▶ [What the exercise asks]:
Each line of the data is to be output verbatim, with the images removed.

Stored items:
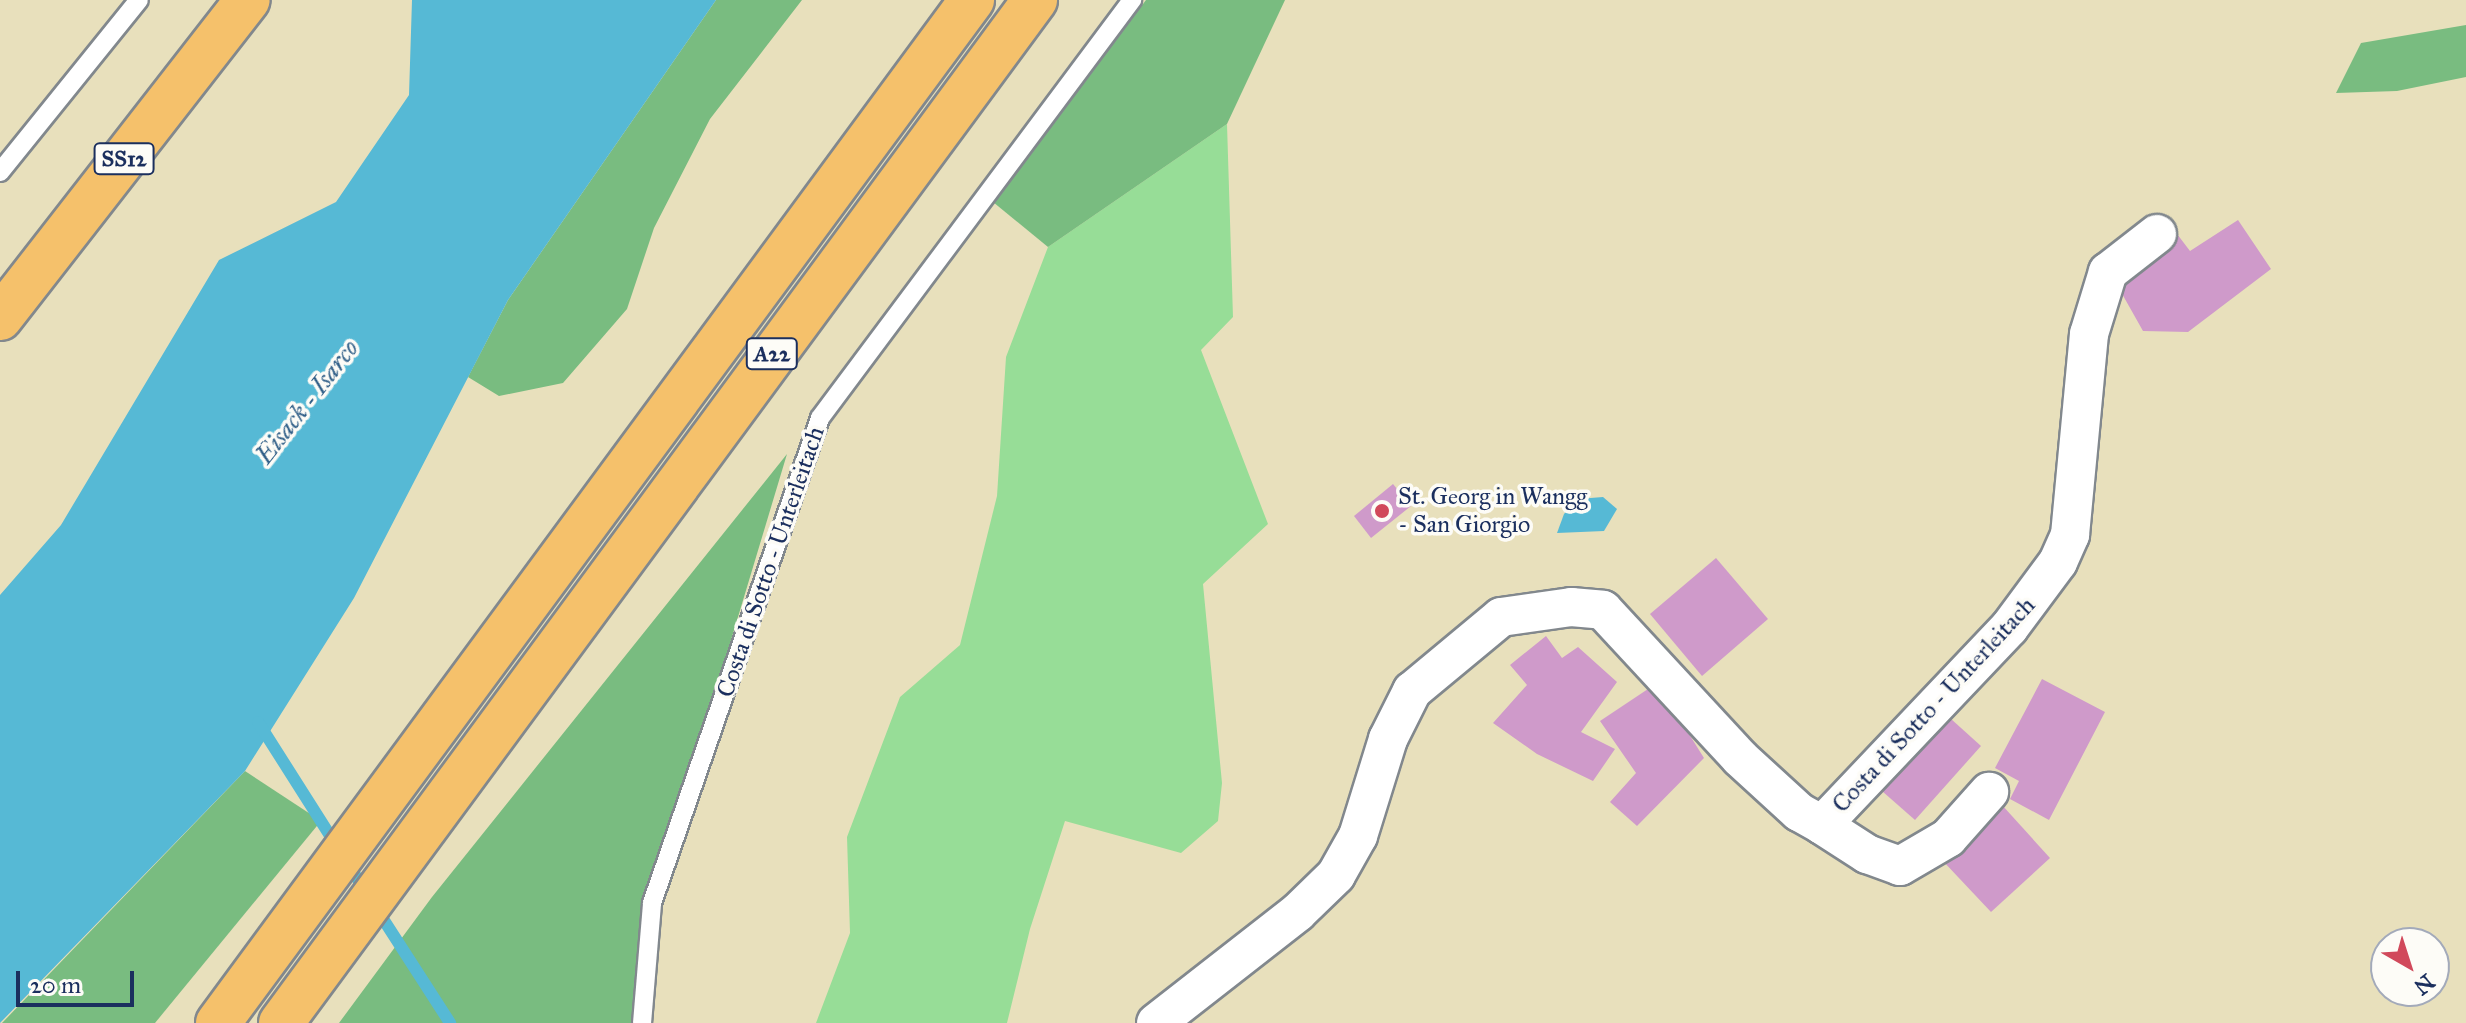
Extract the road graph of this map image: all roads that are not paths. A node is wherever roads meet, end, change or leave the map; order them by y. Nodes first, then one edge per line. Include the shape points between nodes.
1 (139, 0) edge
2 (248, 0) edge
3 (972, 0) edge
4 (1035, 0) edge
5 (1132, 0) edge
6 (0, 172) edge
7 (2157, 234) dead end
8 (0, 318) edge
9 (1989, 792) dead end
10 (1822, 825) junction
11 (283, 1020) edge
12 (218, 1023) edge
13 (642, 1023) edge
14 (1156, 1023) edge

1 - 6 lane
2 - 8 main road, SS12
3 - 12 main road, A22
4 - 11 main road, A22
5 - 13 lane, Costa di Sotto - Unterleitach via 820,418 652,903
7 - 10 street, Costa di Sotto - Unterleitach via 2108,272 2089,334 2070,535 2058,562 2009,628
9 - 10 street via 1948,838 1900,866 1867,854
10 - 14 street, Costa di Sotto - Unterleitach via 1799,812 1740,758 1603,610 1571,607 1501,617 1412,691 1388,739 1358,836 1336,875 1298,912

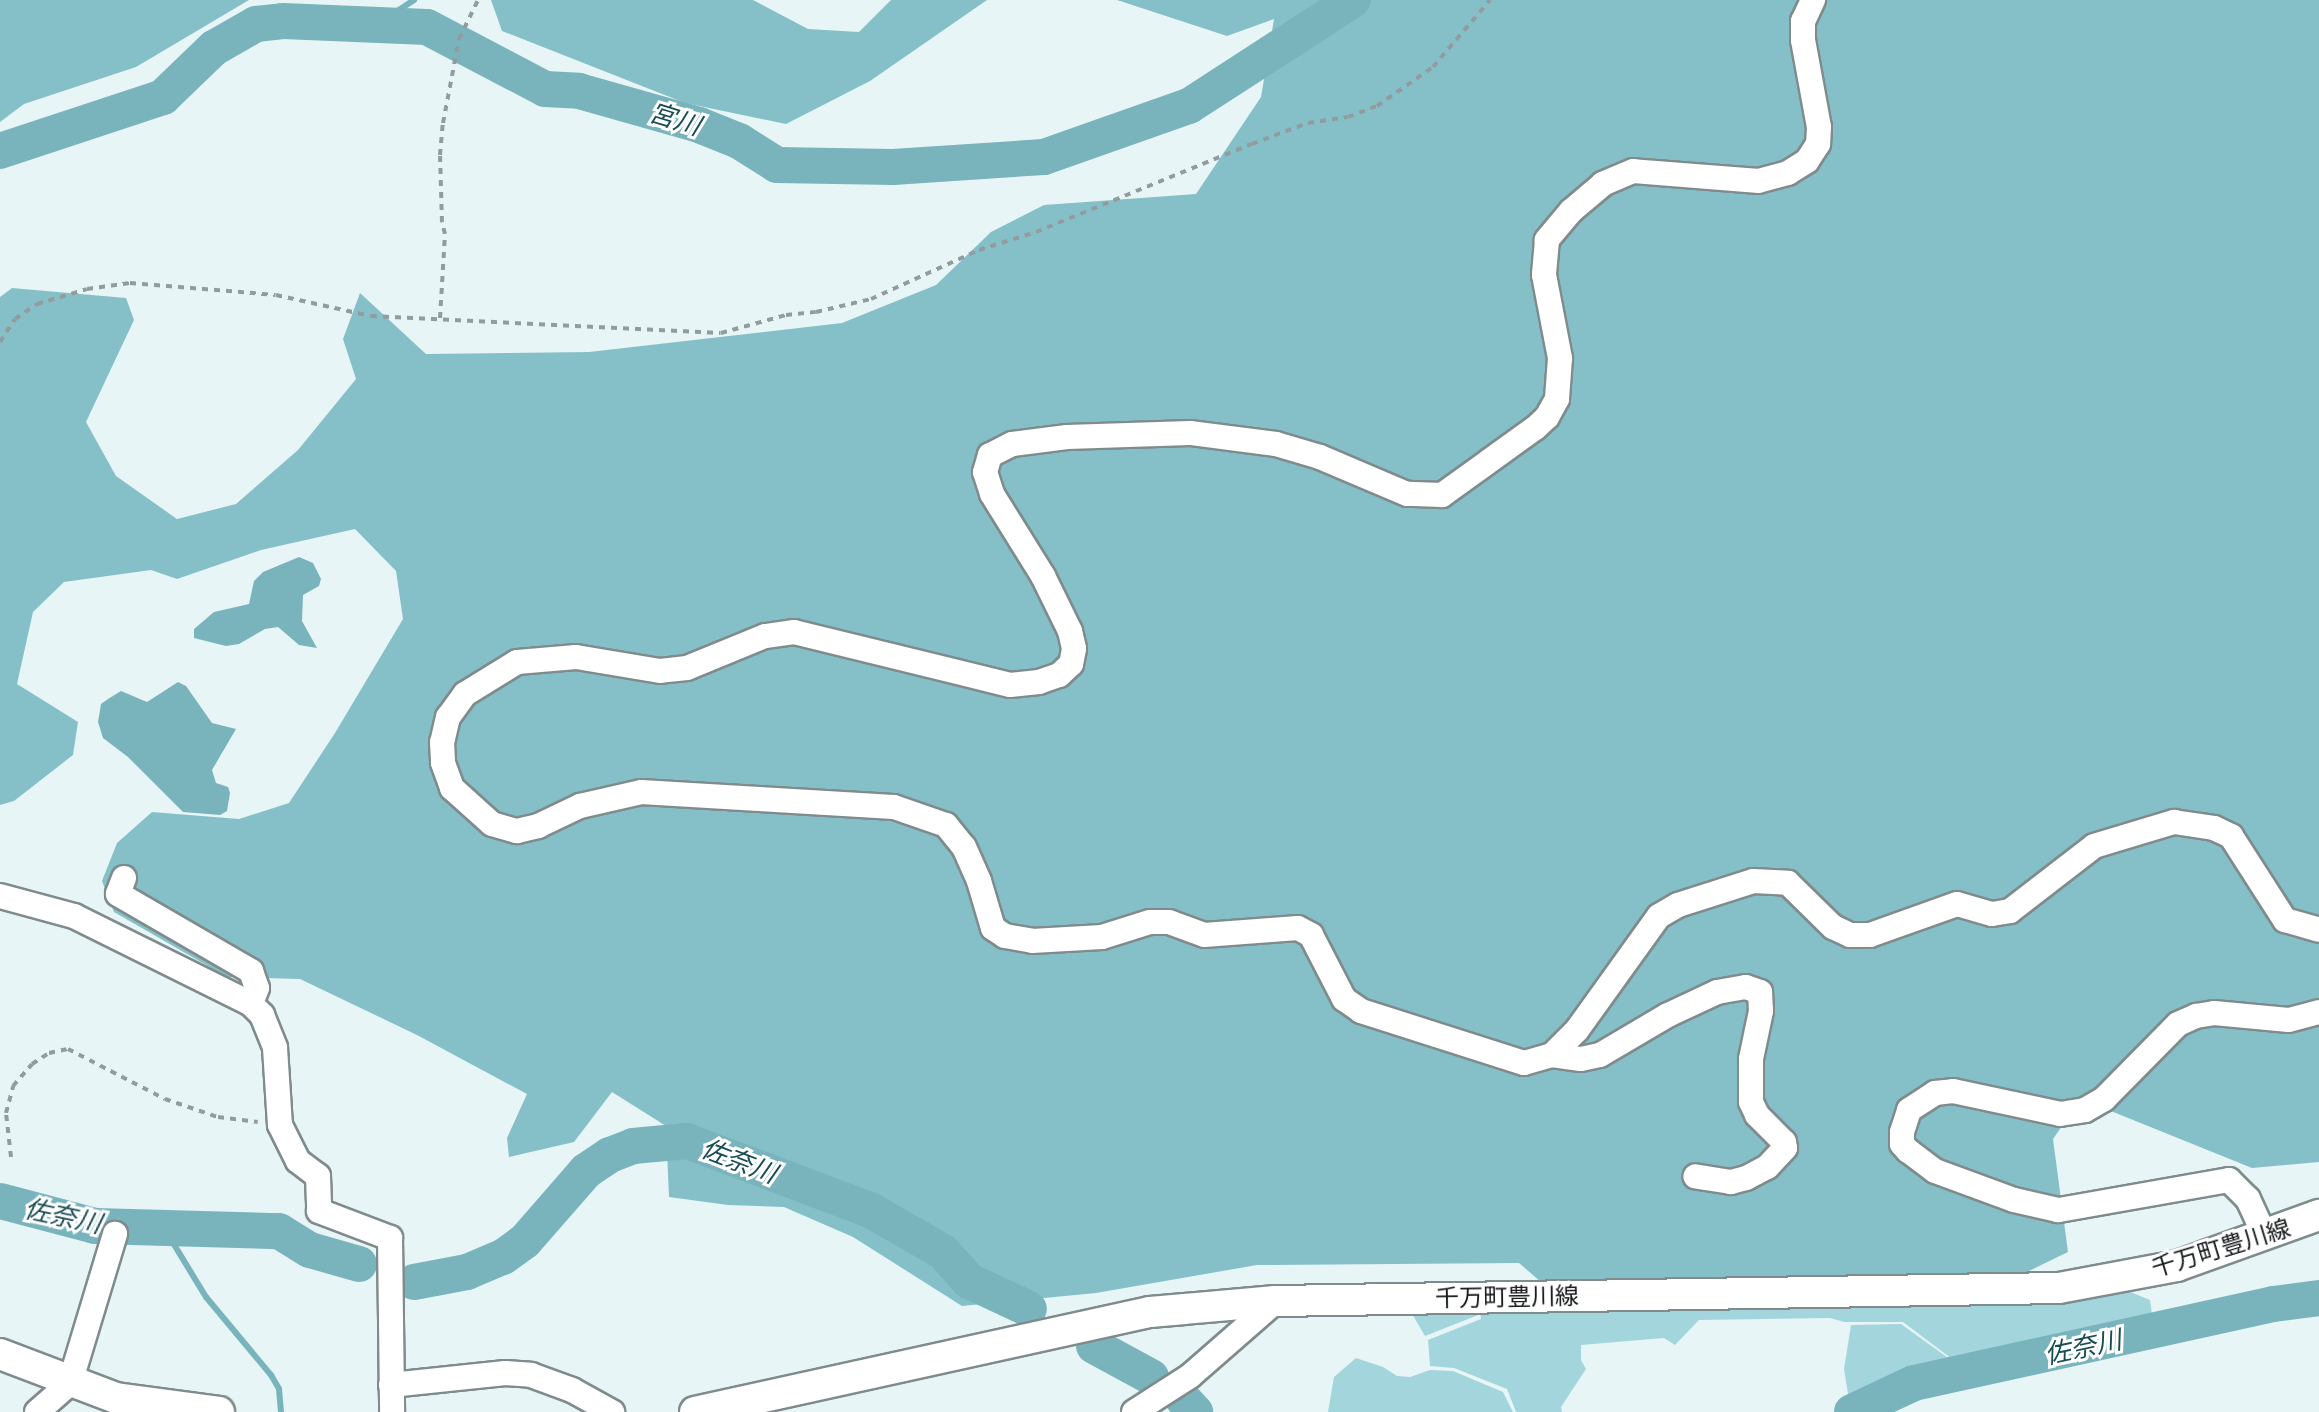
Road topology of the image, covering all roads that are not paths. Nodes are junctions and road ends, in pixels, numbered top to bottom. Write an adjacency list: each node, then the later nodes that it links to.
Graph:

▶ [Written response]:
Extract the road graph of this map image: all roads that are not paths. A node is wherever roads meet, end, change or leave the map; order them by y. Nodes first, then one edge per line. Include the shape points between nodes.
1 (139, 0) edge
2 (248, 0) edge
3 (972, 0) edge
4 (1035, 0) edge
5 (1132, 0) edge
6 (0, 172) edge
7 (2157, 234) dead end
8 (0, 318) edge
9 (1989, 792) dead end
10 (1822, 825) junction
11 (283, 1020) edge
12 (218, 1023) edge
13 (642, 1023) edge
14 (1156, 1023) edge

1 - 6 lane
2 - 8 main road, SS12
3 - 12 main road, A22
4 - 11 main road, A22
5 - 13 lane, Costa di Sotto - Unterleitach via 820,418 652,903
7 - 10 street, Costa di Sotto - Unterleitach via 2108,272 2089,334 2070,535 2058,562 2009,628
9 - 10 street via 1948,838 1900,866 1867,854
10 - 14 street, Costa di Sotto - Unterleitach via 1799,812 1740,758 1603,610 1571,607 1501,617 1412,691 1388,739 1358,836 1336,875 1298,912

Road topology of the image, covering all roads that are not paths. Nodes are junctions and road ends, in pixels, numbered top to bottom. Write an adjacency list: each node, then the later nodes that it links to.
Graph:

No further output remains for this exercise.